TASK >> Among the records that follow, how many lines include the string "content"? Only the number is wanted.

(Dataset entries)
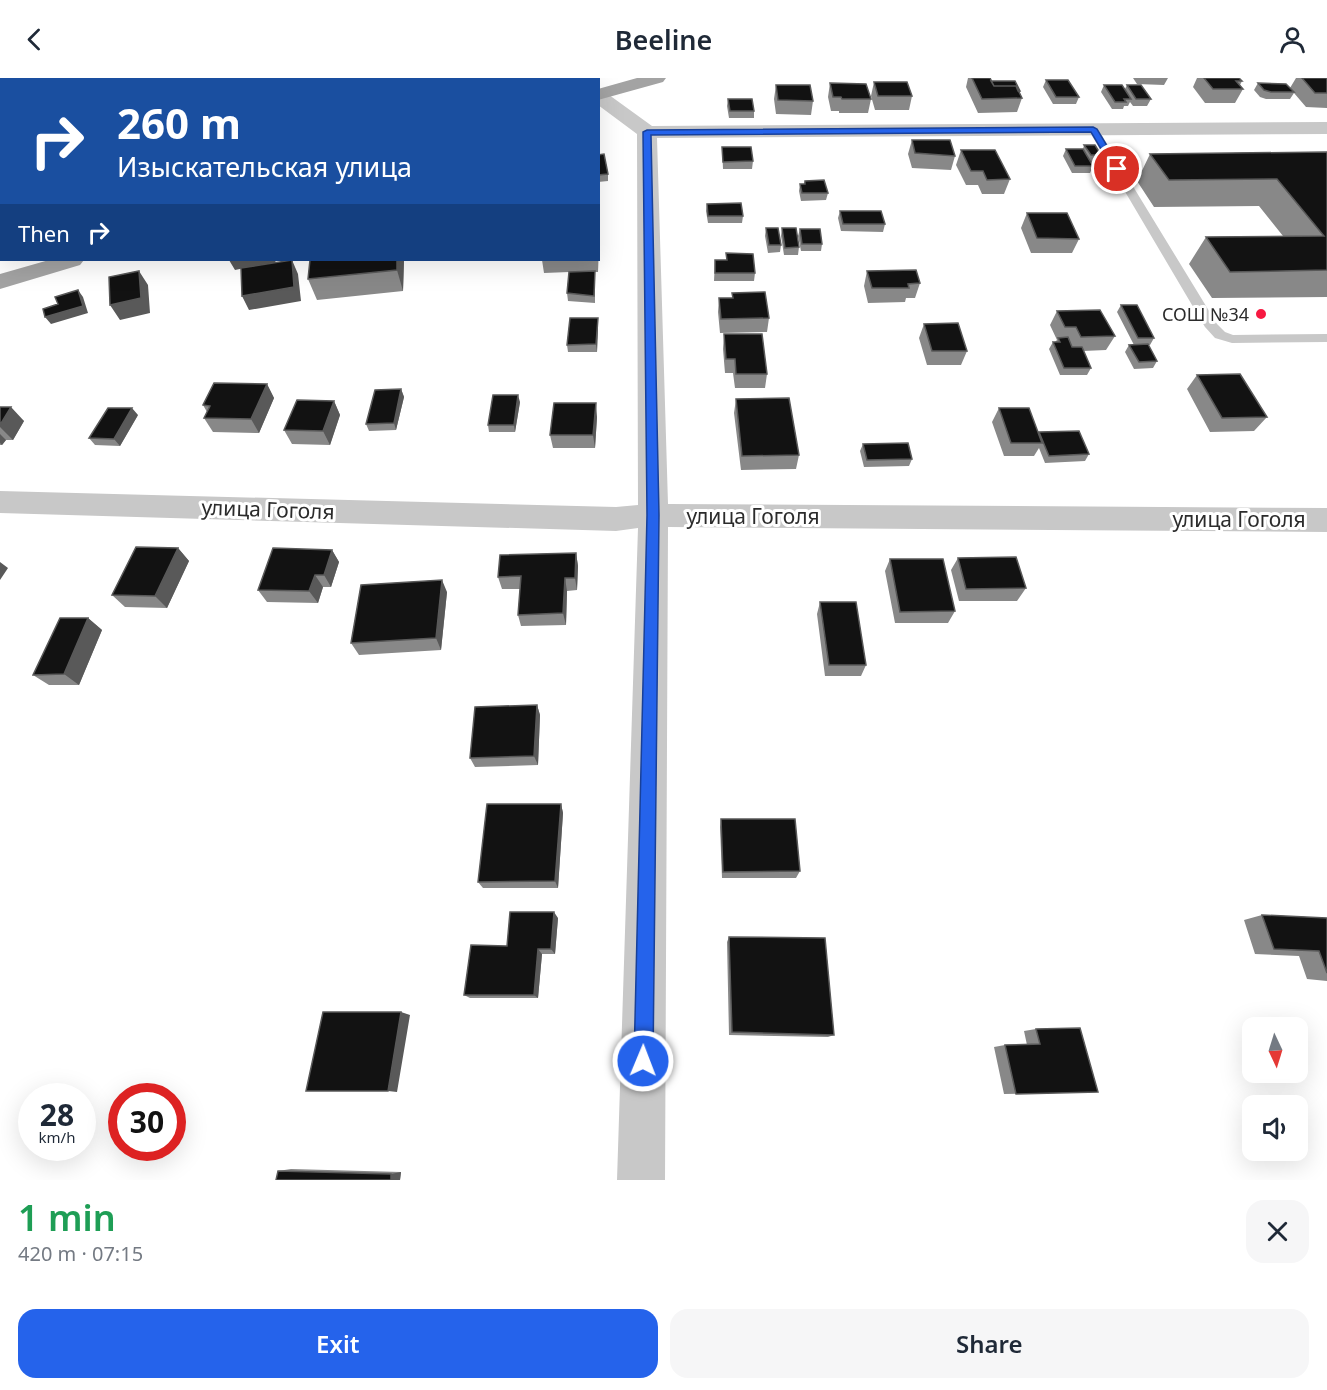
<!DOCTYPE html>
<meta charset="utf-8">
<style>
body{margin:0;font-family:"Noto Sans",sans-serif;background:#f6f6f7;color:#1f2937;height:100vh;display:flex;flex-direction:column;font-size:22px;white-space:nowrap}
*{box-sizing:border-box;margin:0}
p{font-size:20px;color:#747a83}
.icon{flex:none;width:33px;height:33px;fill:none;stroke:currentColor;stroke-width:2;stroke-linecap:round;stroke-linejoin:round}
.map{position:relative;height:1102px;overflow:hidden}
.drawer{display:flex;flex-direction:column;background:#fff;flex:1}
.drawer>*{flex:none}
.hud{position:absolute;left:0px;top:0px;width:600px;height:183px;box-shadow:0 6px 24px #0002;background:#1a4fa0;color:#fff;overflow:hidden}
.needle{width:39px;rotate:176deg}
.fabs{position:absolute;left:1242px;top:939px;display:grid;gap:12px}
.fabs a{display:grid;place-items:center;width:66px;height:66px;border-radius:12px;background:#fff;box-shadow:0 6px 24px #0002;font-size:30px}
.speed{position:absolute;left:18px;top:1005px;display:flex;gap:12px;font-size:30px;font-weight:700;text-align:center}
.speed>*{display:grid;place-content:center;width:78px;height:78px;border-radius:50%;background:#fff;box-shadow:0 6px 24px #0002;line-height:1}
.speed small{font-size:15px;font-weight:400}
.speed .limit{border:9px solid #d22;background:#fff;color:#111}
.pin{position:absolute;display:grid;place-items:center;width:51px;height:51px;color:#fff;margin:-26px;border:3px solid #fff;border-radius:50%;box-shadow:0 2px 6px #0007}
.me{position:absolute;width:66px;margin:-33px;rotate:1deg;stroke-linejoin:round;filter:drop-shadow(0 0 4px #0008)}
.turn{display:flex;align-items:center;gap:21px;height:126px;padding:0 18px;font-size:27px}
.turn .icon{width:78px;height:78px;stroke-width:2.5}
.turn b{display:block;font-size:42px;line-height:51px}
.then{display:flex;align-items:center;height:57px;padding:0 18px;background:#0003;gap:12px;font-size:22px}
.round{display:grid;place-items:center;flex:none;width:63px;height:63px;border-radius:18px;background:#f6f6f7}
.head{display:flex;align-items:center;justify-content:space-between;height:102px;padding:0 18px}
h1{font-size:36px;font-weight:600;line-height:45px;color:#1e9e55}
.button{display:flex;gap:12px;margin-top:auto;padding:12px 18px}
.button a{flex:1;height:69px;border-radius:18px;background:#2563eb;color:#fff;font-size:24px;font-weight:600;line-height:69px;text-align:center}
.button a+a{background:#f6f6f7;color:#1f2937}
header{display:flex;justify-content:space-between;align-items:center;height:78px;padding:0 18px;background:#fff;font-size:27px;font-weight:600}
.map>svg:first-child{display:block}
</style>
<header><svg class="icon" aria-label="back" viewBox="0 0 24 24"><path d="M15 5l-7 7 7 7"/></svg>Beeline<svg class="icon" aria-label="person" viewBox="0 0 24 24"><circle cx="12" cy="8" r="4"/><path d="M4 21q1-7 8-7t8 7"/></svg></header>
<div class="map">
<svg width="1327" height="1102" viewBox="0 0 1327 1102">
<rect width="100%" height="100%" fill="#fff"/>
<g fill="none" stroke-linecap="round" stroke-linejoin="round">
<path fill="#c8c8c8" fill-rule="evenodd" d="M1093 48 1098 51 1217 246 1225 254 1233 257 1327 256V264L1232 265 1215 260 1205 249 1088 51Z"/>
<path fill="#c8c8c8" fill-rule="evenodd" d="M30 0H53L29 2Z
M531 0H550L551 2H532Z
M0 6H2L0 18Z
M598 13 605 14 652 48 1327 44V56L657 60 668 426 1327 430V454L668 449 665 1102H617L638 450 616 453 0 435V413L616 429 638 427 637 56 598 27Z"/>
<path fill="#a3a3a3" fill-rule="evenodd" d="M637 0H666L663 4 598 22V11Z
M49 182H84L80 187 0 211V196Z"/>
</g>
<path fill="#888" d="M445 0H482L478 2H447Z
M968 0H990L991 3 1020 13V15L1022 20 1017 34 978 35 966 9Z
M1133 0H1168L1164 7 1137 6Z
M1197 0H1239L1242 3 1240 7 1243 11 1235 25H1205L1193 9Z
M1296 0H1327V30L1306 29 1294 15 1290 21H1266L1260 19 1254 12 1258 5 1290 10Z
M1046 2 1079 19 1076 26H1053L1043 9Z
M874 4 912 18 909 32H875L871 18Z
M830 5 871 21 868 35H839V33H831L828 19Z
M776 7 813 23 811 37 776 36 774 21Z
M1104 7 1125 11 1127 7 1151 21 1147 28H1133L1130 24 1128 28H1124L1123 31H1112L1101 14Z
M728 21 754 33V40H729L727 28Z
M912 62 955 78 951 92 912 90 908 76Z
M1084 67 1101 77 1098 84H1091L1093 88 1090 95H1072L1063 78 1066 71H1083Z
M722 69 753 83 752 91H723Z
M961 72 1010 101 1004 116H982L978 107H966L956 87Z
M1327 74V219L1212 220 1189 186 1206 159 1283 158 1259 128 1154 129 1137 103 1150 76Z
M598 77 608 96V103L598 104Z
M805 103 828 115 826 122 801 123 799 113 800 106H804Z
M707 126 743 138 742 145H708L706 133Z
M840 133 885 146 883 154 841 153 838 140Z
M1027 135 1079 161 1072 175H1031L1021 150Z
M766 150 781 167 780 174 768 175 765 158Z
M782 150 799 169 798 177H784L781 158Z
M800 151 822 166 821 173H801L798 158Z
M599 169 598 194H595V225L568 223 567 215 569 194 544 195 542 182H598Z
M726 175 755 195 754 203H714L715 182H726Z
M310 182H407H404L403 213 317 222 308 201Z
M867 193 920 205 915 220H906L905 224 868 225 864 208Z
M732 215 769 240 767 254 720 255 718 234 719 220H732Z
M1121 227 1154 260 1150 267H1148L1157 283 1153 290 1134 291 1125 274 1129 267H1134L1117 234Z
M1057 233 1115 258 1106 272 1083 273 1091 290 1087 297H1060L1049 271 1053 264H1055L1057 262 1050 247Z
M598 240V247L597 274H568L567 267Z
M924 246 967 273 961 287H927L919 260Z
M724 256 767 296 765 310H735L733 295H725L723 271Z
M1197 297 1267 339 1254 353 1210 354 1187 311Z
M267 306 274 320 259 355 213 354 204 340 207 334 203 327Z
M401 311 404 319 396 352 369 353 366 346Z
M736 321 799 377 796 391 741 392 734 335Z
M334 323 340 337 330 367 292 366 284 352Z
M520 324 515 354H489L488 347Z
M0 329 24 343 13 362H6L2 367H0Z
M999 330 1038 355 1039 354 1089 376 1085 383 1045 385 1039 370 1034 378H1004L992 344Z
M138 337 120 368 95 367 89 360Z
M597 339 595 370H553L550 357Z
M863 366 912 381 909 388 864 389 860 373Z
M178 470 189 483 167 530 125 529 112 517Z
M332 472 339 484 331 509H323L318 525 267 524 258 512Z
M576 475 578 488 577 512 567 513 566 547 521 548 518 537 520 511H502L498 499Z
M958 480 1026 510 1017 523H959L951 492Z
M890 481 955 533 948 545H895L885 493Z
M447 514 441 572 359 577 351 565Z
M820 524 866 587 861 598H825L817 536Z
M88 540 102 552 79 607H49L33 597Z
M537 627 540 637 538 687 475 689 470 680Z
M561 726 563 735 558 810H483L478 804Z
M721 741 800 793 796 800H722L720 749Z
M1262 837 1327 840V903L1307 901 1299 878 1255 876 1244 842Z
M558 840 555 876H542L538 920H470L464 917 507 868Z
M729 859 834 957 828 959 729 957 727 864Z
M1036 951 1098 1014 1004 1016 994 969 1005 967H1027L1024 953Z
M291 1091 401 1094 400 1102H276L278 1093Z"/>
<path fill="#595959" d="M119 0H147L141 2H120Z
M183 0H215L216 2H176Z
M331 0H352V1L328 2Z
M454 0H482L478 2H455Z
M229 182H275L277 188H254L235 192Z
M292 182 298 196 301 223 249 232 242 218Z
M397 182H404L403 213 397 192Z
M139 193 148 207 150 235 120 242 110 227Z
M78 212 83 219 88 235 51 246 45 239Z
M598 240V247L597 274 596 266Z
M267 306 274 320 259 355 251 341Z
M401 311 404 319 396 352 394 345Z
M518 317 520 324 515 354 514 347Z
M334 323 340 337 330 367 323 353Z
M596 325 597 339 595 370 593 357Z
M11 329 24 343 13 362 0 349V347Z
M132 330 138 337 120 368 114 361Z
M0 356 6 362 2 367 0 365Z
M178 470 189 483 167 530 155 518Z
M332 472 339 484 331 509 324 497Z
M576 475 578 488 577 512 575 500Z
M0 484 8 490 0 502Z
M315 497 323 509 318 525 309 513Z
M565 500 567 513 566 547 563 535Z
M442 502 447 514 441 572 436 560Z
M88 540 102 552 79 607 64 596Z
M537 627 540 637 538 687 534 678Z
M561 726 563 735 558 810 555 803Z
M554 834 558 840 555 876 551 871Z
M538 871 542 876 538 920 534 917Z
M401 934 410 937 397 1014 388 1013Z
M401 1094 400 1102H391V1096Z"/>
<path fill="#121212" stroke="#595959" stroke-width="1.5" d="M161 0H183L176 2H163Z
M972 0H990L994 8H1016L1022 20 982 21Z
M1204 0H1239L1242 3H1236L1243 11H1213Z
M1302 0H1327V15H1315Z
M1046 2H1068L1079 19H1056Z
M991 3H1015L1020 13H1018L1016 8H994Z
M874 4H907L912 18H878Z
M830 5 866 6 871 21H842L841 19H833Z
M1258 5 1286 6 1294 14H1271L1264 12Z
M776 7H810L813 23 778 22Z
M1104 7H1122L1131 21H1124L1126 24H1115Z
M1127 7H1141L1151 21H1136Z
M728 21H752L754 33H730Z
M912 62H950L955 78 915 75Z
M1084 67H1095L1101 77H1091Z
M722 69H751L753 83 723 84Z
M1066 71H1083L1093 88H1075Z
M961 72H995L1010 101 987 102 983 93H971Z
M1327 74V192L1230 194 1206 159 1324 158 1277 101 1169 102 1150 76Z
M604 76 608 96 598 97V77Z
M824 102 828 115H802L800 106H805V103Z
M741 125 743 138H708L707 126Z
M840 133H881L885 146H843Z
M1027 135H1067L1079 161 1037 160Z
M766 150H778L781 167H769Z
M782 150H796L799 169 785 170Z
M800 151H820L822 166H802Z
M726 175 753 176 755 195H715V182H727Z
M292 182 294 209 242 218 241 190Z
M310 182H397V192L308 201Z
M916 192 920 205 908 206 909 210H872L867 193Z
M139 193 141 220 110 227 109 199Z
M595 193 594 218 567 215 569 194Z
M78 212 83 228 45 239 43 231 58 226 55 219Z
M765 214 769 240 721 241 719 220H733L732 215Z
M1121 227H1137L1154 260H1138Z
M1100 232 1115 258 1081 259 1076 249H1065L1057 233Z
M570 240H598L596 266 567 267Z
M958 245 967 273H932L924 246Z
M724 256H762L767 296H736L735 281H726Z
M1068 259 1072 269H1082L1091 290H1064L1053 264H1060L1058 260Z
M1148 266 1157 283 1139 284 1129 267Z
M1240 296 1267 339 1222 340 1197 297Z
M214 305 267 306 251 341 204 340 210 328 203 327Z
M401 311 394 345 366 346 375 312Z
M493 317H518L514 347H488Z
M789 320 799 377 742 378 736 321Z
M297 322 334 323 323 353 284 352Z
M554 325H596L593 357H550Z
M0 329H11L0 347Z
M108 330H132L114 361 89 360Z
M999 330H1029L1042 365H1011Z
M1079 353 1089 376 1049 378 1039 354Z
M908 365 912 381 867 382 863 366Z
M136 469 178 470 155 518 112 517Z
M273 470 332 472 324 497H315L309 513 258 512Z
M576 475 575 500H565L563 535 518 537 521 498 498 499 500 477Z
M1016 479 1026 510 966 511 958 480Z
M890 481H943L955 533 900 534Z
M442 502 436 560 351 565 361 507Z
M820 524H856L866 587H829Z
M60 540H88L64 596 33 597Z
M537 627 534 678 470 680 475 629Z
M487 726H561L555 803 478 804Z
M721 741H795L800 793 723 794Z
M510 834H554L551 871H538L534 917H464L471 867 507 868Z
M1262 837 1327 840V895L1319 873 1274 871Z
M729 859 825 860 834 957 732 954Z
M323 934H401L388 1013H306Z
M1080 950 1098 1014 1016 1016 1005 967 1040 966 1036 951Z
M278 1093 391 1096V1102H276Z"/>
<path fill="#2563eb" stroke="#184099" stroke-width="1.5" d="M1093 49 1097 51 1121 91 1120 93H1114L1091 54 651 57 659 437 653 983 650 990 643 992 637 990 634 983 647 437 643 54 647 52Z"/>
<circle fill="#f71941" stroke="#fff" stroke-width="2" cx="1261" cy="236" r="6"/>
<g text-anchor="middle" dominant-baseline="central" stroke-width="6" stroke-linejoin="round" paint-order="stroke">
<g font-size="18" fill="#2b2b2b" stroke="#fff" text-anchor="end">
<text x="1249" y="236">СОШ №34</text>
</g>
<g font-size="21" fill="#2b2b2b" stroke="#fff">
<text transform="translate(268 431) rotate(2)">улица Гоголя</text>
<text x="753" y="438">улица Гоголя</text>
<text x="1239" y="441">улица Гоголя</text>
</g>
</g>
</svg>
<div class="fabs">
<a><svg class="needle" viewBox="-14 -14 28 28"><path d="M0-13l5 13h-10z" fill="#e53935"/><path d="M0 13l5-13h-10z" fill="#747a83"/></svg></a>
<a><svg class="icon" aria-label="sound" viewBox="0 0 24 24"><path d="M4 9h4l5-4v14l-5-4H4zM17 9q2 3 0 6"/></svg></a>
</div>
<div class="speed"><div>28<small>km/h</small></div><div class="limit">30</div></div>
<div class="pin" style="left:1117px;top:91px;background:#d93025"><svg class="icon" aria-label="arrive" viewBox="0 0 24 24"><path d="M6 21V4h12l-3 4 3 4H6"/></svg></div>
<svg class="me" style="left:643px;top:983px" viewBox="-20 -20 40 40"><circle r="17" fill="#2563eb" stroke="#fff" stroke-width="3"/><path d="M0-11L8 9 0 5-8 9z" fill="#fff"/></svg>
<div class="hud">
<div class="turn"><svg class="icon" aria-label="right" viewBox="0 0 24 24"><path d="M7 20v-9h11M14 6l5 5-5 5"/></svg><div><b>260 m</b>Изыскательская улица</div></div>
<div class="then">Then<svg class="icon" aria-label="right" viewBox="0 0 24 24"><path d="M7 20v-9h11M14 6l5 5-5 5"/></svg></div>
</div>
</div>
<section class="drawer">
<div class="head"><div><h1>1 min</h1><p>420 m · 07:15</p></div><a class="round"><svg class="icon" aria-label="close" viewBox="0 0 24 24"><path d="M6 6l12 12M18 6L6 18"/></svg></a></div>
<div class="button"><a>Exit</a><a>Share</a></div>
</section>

SOLVED PROBLEM >> 3